[Extracted information — start]

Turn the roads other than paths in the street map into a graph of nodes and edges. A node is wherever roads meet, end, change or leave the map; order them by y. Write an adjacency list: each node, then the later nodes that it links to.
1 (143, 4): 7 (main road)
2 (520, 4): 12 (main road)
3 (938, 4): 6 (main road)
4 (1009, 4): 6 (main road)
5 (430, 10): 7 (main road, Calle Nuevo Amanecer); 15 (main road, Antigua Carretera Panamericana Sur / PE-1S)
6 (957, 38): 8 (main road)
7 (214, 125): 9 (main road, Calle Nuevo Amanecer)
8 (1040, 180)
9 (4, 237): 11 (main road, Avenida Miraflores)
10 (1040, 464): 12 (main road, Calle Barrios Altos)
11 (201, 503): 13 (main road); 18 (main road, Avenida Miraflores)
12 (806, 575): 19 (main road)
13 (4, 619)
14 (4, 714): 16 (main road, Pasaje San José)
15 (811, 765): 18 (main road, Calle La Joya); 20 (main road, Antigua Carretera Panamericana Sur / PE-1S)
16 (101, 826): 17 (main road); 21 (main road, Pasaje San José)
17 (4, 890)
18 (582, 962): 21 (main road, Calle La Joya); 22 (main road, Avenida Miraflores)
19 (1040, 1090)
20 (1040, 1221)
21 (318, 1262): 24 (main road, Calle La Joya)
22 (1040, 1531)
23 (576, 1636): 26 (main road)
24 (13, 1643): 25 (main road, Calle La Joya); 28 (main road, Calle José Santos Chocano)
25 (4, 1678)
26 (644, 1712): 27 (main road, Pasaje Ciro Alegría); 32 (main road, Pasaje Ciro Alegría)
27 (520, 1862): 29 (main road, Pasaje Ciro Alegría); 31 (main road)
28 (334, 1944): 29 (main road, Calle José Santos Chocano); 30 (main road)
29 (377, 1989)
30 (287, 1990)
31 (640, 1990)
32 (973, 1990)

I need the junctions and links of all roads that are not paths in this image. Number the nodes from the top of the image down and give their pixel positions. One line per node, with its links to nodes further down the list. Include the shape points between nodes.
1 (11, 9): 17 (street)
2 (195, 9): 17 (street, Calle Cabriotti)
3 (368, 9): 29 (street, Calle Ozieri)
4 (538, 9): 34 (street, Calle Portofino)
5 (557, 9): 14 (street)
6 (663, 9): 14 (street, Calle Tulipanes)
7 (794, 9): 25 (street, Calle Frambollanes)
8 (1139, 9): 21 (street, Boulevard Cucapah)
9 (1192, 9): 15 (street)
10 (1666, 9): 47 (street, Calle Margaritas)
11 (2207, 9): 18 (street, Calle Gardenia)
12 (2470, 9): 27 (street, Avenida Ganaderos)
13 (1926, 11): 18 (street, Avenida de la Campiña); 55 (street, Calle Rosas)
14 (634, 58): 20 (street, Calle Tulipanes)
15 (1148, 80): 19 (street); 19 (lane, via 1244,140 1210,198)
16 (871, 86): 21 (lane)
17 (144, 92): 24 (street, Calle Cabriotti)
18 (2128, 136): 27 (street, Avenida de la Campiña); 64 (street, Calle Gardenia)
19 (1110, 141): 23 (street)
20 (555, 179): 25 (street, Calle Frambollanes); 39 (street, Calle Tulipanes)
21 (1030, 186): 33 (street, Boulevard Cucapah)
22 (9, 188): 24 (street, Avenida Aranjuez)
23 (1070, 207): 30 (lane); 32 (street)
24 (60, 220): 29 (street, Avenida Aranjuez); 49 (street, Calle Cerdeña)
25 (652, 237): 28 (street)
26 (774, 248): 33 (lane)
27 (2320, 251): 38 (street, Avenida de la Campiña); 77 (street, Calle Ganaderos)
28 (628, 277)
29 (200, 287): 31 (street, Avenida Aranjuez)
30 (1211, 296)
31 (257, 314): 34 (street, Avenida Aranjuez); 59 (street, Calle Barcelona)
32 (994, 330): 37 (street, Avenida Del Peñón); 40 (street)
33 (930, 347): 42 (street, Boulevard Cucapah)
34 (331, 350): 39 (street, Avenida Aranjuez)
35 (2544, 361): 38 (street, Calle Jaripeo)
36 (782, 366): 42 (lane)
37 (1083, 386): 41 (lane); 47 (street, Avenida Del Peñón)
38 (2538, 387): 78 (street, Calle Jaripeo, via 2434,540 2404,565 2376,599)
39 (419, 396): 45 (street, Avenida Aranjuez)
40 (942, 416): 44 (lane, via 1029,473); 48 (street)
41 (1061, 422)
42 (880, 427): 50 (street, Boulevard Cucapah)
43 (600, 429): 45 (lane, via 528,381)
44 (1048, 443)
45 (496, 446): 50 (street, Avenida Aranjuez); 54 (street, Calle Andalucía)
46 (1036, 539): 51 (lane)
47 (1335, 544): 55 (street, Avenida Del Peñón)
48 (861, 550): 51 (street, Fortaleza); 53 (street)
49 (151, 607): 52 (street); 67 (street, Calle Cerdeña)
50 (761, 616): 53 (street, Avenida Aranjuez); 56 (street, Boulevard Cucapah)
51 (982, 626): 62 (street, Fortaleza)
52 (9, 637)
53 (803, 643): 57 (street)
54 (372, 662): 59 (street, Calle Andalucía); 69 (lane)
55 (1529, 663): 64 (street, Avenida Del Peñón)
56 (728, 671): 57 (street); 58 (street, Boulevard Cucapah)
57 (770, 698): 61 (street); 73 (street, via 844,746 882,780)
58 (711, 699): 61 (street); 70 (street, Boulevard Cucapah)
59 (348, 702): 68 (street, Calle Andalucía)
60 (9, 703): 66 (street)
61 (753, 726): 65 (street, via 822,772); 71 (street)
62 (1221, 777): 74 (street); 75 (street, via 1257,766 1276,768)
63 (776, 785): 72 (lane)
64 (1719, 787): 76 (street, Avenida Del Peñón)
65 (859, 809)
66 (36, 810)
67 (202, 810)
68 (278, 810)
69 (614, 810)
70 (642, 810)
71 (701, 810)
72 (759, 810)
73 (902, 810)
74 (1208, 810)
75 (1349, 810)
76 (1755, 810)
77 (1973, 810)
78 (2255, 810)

[Extracted information — finish]

When the string "Antigua" appears in a line of the records above, that line is to be copied.

5 (430, 10): 7 (main road, Calle Nuevo Amanecer); 15 (main road, Antigua Carretera Panamericana Sur / PE-1S)
15 (811, 765): 18 (main road, Calle La Joya); 20 (main road, Antigua Carretera Panamericana Sur / PE-1S)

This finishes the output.